“I saved your life.”
“And for that I thank you, but I’d be an idiot if I didn’t suspect you of ulterior motives.”
Tate was grateful. Truly. That didn’t mean she’d be a fool and trust blindly. That was simply a good way to get a dagger in the back.
“I’m guessing you’re a sleeper.”
He’d have to be to exist in the here and now. He wasn’t dragon-ridden and even the chance of one of them surviving all these centuries was small.
Peter squirmed in Night’s hold, pushing the Veles’s hand away. Night let him but continued to hover over him in silent threat.
“Alright. Fine. You win. Yes, I was a sleeper but not in the way you likely think.”
“What’s your relationship with Jax and the rest?”
“You’re surprisingly close.” Peter lifted his chin. “I’m Kenneth’s son.”
There was a hint of rebelliousness in his gaze as if he expected her to ridicule his claim. Like he’d faced similar situations in the past and been forced to bear it.
He was right in that Tate didn’t believe him, but not for the reasons he thought.
“You’re Silva,” Tate said.
“Half Silva,” he corrected. “My mother was a slave Kenneth freed.”
“I don’t believe Kenneth would put his son into sleep.” Nor could she see any of the others doing it either.
“It’s funny hearing the person my father so thoroughly betrayed say that.” Peter’s lips quirked as he held up his hands, showing fingers that were much shorter than they should be. There was scarring on the nubs and the claws he should have had were missing. “Sentiment back then wasn’t so kind to the offspring of a Savior who carried the blood of his former enemies.”
“You’re saying he put you into sleep in the hopes of a better future when you woke up,” Tate said flatly.
“It’s what they did for you, after all.”
The last thing Kenneth said in that dream place came back to her. He’d mentioned a kid. Peter didn’t strike her as particularly child-like, but Kenneth’s words seemed to support his claim no matter how Tate wanted to deny it.
“How does Christopher fit in with all this?”
Peter hesitated. “In the memory lake, you saw the thing that set him on his course.

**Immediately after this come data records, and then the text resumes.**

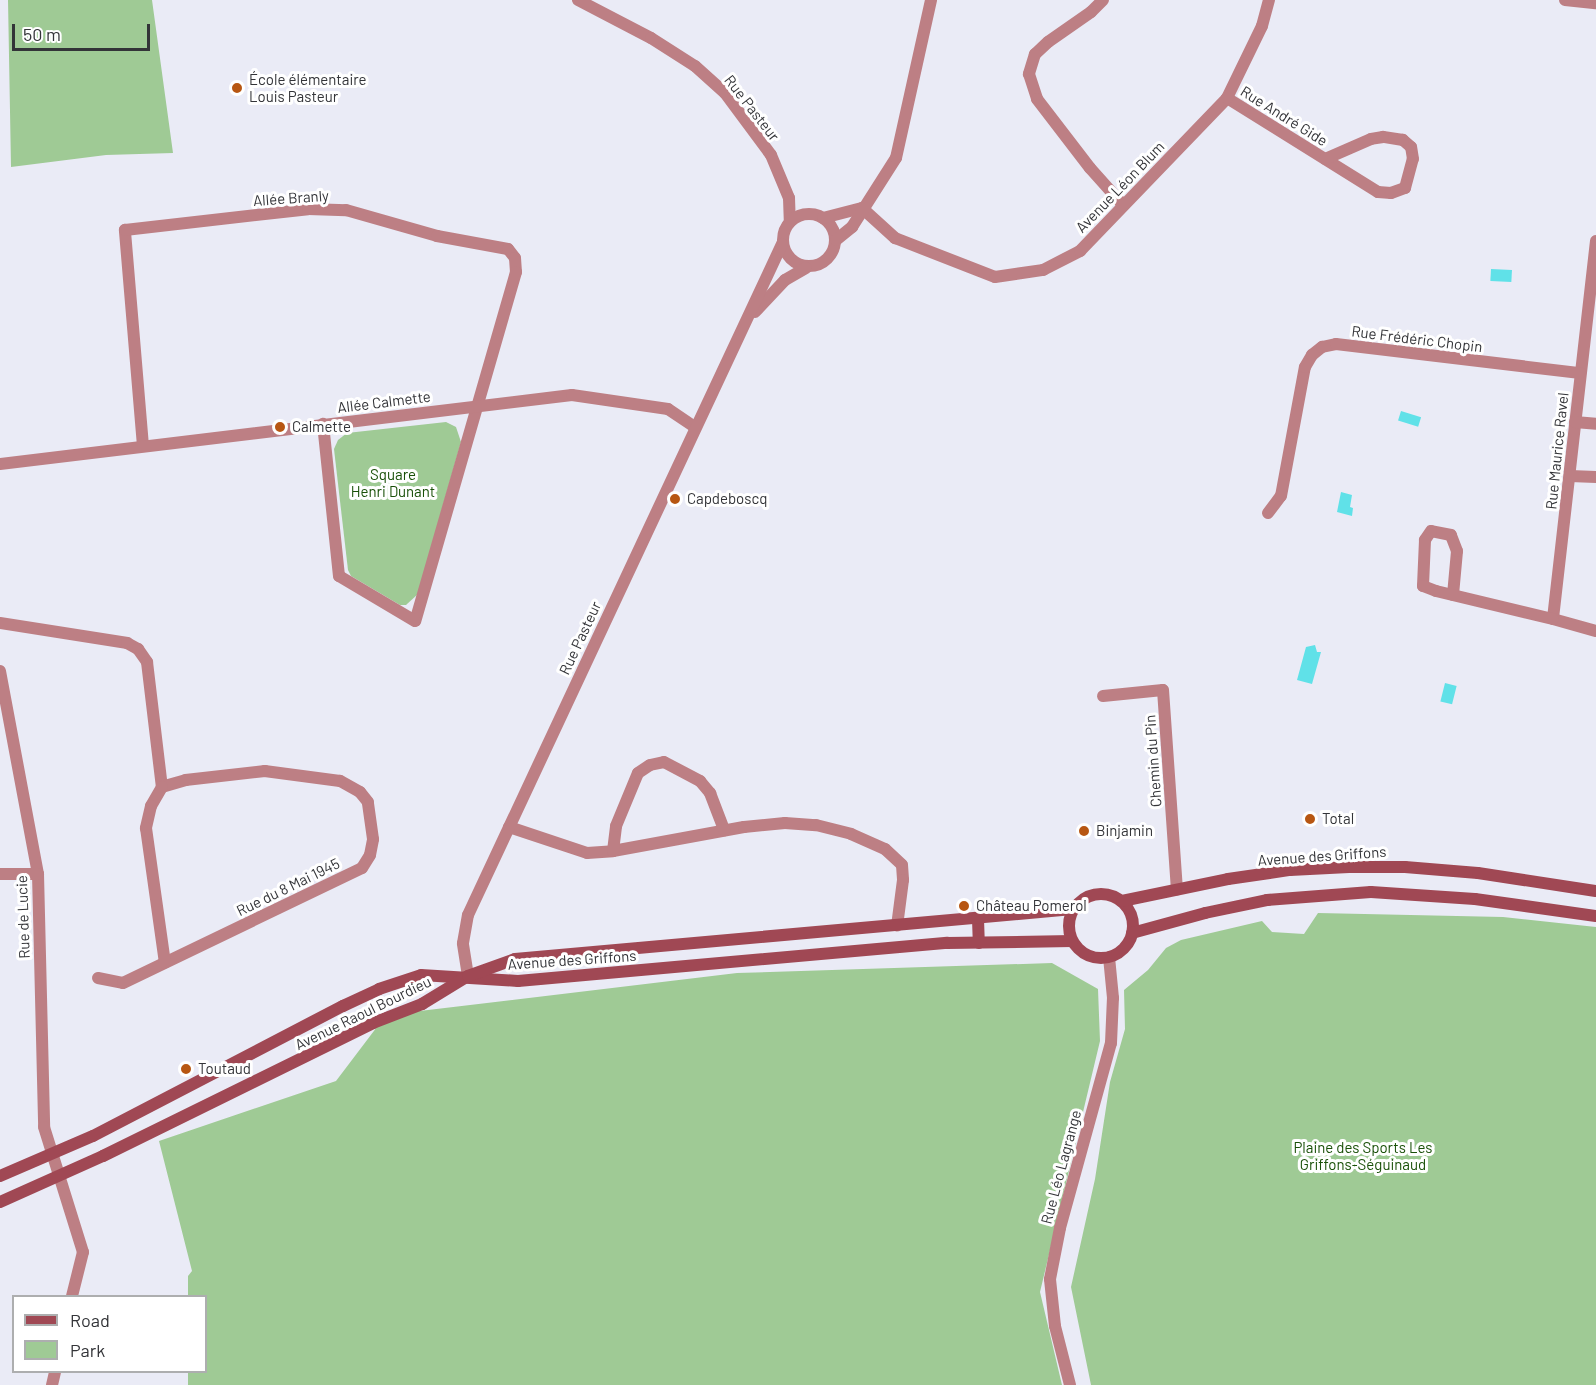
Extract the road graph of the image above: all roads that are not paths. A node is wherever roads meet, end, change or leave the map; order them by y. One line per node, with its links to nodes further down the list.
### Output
1 (578, 0): 9 (street, Rue Pasteur)
2 (931, 0): 11 (street)
3 (1103, 0): 10 (street)
4 (1269, 0): 7 (street, Avenue Léon Blum)
5 (1565, 0): 6 (street)
6 (1596, 3)
7 (1227, 98): 8 (street, Rue André Gide); 10 (street, Avenue Léon Blum)
8 (1325, 159): 8 (street, Rue André Gide)
9 (789, 198): 12 (street, Rue Pasteur); 14 (street, Rue Pasteur)
10 (1123, 205): 11 (street, Avenue Léon Blum)
11 (862, 208): 13 (street); 15 (street)
12 (807, 214): 13 (street); 14 (street)
13 (823, 218): 15 (street)
14 (790, 222): 17 (street)
15 (836, 240): 18 (street)
16 (1596, 241): 19 (street, Rue Maurice Ravel)
17 (782, 244): 18 (street); 20 (street, Rue Pasteur)
18 (806, 268): 20 (street, Rue Pasteur)
19 (1594, 275): 21 (street, Rue Maurice Ravel)
20 (748, 320): 26 (street, Rue Pasteur)
21 (1580, 373): 23 (street, Rue Maurice Ravel); 31 (street, Rue Frédéric Chopin)
22 (478, 405): 24 (street, Allée Calmette); 24 (street); 26 (street, Allée Calmette); 27 (street, Allée Branly)
23 (1575, 422): 25 (street); 29 (street, Rue Maurice Ravel)
24 (323, 424): 27 (street, Allée Calmette)
25 (1596, 424)
26 (695, 428): 39 (street, Rue Pasteur)
27 (143, 446): 28 (street, Allée Calmette)
28 (0, 464)
29 (1570, 476): 30 (street); 33 (street, Rue Maurice Ravel)
30 (1596, 477)
31 (1268, 513)
32 (1453, 595): 32 (street); 33 (street)
33 (1553, 619): 35 (street)
34 (0, 623): 38 (street)
35 (1596, 631)
36 (0, 671): 43 (street, Rue de Lucie)
37 (1103, 696): 44 (street, Chemin du Pin)
38 (162, 787): 55 (street); 55 (street, Rue du 8 Mai 1945)
39 (509, 827): 41 (street); 56 (street, Rue Pasteur)
40 (724, 830): 41 (street); 41 (street); 50 (street)
41 (613, 851)
42 (0, 874): 43 (street)
43 (38, 874): 58 (street, Rue de Lucie)
44 (1177, 890): 45 (street, Avenue des Griffons); 46 (street, Avenue des Griffons)
45 (1596, 891)
46 (1122, 901): 47 (street); 51 (street)
47 (1073, 909): 49 (street, Avenue des Griffons); 52 (street)
48 (1596, 916): 51 (street)
49 (978, 919): 50 (street, Avenue des Griffons); 53 (street)
50 (897, 926): 56 (street, Avenue des Griffons)
51 (1132, 933): 54 (street)
52 (1072, 941): 53 (street, Avenue des Griffons); 54 (street)
53 (979, 943): 56 (street, Avenue des Griffons)
54 (1109, 957): 62 (street, Rue Léo Lagrange)
55 (165, 963): 57 (street, Rue du 8 Mai 1945)
56 (468, 976): 58 (street, Avenue Raoul Bourdieu); 58 (street, Avenue Raoul Bourdieu)
57 (98, 978)
58 (56, 1163): 59 (street, Avenue Raoul Bourdieu); 60 (street, Avenue Raoul Bourdieu); 61 (street, Rue de Lucie)
59 (0, 1176)
60 (0, 1202)
61 (72, 1295)
62 (1070, 1385)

What you didn’t see was the reason and what happened afterward.”
Tate folded her arms across her chest. This should be good. “Why don’t you explain it to me?”
“In my father’s time, we called it the proctor of an Ijiri. One of their agents who did their bidding and carried out their will. They seeded them throughout the world in the short span before they sought their sleep, in the hopes of paving their way back to power. The proctor could take on the appearance of a human for a short time to feed. From what Christopher told me, and the things I inferred, it was one of the last the Ijiri left behind and had used the temple of the guardians as a hunting ground for centuries.”
Tate straightened, interested despite herself. “Why didn’t he kill Christopher?”
“I think he planned to but when he scanned Christopher’s memories to assume his place, he found some interesting information that distracted him. Christopher had stumbled on a story related to the Creator’s offspring. He took advantage of the proctor’s surprise and managed to escape. While on the run, he also woke me.” Peter allowed himself a self-deprecating smile. “He offered me a deal. I help him and in return he’d release me. It wasn’t until much later that I recovered my memories. Even then I didn’t see much issue, given how my so-called father sent me into sleep without ever asking me if I wanted to go.”
Tate considered Peter as she ran her fingers along Rath’s spine, ignoring the pleasure and contentment she could feel coming from the dragon. Peter’s words made for a pretty story, wrapping up all the loose ends rather nicely.
That was the exact reason she felt she couldn’t entirely trust the other man.
“Why did you save me?”
A faint trace of rebelliousness flashed across Peter’s face and for a long moment Tate thought he wouldn’t answer.
Night scraped his claws against the floor in an obvious threat.
“Because you’re the Apportens Mortis. The only thing that can move the ship,” Peter confessed. “You were partially right earlier. Nathan does want to find the Creators, but not to resurrect them. He plans to kill them and absorb their power. I have no intention of letting that happen. Without you this ship goes nowhere.”